Impact of cell swelling on proliferative signal transduction in the liver

Abstract

Cellular swelling has emerged as an important initiator of metabolic and proliferative changes in various cells. Because of the unique regenerative capacity of the adult liver, researchers have delineated key intracellular signals that are activated following mitogens, injury, and partial hepatectomy. Although hepatocellular swelling is commonly observed following these regenerative stimuli, only recently has the relationship between cell volume increase and proliferative activity been investigated; to date, the data implicating cell volume increase with hepatocyte regeneration has been mostly indirect. Hepatocyte swelling has been demonstrated in various clinical scenarios from sepsis, hepatic resection, ischemia-reperfusion injury, glucocorticoid excess, and hyperinsulinemia. Using various in vivo and in vitro models of hepatocyte swelling, particularly hypo-osmotic stress, investigators have demonstrated changes in cellular structure: (1) cell membrane stretch, (2) cytoskeletal microtubule and microfilament reorganization, and (3) alterations in cytoskeletal-membrane complexes.
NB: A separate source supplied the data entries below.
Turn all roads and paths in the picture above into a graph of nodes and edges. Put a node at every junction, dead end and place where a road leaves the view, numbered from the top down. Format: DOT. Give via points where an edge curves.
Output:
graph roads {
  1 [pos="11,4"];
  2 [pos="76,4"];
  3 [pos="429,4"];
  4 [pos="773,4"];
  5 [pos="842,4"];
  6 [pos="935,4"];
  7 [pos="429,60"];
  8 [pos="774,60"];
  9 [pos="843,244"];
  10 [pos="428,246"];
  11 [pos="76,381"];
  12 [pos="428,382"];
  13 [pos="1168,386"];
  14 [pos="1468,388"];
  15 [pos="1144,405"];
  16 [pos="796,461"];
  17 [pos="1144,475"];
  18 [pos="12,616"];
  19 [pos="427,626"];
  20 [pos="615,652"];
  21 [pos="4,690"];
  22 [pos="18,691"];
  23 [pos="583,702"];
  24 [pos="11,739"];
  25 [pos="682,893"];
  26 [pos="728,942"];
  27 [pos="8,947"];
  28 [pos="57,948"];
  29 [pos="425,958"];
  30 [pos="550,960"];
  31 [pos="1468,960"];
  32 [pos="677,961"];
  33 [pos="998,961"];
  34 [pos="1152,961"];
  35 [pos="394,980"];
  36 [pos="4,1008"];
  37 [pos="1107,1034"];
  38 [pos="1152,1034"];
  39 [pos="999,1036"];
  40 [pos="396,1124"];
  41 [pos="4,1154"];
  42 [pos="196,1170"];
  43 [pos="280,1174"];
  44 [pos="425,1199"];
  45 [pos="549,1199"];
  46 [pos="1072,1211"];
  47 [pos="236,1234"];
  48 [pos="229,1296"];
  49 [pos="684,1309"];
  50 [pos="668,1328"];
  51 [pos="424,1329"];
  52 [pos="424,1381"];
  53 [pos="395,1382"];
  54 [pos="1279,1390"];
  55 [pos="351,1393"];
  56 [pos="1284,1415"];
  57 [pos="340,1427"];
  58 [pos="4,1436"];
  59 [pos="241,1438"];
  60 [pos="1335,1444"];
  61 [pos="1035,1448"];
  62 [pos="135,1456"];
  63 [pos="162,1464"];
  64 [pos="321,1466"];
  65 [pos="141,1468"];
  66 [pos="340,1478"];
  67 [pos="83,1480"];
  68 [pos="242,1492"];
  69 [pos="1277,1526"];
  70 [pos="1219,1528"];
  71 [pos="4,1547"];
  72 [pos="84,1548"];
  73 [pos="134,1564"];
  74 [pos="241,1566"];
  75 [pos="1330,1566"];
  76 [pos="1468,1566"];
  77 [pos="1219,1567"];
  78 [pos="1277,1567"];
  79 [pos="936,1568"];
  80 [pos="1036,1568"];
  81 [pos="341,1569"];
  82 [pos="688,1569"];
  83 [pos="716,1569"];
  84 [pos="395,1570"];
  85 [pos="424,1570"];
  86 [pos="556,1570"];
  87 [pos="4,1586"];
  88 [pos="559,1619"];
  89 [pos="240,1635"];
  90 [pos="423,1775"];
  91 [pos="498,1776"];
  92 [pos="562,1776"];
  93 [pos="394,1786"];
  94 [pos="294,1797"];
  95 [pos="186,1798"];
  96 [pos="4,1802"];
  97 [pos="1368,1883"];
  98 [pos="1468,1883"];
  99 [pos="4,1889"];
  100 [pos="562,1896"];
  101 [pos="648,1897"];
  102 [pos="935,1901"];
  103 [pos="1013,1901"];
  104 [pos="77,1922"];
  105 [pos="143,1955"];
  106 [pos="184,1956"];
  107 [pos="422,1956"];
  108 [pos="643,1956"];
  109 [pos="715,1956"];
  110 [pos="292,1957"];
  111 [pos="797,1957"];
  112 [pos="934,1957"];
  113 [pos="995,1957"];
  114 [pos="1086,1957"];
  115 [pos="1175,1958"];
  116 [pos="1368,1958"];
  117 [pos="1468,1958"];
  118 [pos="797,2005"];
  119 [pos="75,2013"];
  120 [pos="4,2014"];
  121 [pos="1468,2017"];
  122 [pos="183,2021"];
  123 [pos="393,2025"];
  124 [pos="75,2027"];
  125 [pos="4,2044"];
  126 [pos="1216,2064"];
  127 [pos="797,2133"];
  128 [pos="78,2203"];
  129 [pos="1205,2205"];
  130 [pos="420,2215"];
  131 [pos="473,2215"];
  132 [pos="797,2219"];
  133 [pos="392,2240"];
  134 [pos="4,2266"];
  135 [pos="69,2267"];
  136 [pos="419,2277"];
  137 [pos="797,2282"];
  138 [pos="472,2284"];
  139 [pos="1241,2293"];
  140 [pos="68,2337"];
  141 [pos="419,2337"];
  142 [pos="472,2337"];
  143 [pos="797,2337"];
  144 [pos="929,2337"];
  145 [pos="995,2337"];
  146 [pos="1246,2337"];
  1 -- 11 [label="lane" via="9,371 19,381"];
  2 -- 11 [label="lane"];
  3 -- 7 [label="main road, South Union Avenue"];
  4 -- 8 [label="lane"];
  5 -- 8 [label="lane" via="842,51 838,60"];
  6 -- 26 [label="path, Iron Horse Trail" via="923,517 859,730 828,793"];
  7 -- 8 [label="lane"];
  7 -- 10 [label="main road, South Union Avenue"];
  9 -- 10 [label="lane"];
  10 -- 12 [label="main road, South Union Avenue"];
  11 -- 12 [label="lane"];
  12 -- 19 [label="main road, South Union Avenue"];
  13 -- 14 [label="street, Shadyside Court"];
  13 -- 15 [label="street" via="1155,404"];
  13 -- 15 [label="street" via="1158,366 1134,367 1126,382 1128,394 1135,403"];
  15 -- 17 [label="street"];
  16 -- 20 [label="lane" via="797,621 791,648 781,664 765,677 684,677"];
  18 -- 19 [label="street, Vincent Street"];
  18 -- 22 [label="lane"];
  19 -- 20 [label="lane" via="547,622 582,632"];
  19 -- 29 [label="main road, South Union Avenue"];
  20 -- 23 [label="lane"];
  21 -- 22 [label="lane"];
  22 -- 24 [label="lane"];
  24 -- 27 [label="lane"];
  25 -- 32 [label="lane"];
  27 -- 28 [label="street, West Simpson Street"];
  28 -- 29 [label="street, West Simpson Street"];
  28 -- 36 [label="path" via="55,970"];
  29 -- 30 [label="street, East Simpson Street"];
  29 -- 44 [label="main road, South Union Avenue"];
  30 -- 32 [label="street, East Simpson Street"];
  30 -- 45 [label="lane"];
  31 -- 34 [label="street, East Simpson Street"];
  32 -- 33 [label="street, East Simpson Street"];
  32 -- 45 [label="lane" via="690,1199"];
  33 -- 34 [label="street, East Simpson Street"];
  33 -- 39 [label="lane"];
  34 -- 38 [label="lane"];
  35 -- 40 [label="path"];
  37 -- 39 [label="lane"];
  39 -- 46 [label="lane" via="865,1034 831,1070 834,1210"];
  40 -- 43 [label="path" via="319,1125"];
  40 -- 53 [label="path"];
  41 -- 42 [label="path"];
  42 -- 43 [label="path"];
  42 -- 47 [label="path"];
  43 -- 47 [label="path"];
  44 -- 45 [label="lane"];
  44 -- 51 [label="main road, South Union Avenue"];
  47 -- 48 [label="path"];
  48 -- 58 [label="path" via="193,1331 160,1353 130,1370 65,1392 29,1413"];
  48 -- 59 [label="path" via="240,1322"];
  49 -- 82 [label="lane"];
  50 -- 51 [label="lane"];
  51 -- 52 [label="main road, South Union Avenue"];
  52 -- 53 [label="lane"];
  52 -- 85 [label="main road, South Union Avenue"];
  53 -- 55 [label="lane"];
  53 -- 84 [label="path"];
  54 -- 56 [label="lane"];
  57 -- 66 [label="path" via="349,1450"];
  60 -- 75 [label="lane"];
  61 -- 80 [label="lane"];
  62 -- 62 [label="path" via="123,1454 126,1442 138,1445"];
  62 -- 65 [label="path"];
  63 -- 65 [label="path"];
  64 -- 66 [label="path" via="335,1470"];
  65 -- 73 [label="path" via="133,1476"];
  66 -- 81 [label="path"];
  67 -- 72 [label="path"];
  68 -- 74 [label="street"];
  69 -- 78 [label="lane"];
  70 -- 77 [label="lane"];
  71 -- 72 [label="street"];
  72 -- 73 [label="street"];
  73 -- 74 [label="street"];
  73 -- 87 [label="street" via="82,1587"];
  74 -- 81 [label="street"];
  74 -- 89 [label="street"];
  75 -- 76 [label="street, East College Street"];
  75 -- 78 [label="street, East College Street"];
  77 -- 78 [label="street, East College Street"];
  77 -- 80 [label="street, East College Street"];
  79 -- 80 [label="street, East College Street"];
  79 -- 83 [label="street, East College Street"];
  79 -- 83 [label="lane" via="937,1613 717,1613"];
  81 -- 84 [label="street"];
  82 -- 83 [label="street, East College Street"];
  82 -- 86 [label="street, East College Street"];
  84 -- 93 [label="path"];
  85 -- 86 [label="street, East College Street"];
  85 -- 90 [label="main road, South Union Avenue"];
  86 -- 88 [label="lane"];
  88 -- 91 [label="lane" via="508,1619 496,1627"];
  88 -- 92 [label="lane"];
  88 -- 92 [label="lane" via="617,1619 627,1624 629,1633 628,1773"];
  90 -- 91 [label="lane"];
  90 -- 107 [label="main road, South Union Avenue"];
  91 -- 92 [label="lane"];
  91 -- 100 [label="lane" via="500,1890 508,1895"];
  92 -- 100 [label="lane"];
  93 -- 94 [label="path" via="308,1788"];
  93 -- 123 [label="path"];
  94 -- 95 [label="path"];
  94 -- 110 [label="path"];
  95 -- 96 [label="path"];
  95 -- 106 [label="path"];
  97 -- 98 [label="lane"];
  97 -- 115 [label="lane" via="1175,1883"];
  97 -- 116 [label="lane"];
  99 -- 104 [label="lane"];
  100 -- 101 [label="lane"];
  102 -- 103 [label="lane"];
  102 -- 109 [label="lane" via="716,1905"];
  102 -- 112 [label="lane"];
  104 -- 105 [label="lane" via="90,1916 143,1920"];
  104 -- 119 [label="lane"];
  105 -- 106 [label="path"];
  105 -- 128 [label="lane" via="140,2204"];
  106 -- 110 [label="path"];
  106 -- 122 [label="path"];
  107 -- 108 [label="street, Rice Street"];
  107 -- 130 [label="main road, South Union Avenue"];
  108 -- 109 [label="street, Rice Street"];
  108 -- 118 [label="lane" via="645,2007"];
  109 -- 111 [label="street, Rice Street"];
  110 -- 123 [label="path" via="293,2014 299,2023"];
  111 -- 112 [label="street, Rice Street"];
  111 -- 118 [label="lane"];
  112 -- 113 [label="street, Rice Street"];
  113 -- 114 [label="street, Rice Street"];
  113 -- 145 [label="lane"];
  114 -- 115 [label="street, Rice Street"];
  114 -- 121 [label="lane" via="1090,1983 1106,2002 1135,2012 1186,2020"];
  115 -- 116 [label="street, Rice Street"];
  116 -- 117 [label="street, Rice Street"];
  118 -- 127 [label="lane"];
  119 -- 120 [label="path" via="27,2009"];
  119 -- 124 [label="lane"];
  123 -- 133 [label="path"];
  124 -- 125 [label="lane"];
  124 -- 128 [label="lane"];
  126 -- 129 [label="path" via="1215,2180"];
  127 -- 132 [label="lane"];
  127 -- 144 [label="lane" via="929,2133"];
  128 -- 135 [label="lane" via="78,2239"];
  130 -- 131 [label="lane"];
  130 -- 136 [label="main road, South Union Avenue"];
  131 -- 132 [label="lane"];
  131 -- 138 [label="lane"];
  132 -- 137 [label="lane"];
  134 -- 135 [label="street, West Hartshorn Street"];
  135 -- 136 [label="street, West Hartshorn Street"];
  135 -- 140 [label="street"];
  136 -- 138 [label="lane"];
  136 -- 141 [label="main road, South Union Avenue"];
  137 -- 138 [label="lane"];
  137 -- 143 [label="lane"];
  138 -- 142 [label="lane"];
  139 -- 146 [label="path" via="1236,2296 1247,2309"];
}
Similar studies have demonstrated a causal relationship between cell volume increase and intracellular signals: (1) activation of cytoplasmic signaling cascades such as MAPKs, PI-3-K, and PKC, (2) activation of proliferative transcription factors NF-kappaB, AP-1, STATs, C/EBPs, and (3) transcription of metabolic and immediate early genes of regeneration. Through mechanotransduction, or the translation of physical changes to chemical signals, cell volume is a potent effector of these signaling events. Growing evidence demonstrates a link between these physical and chemical changes in the swelling-mediated growth in the liver.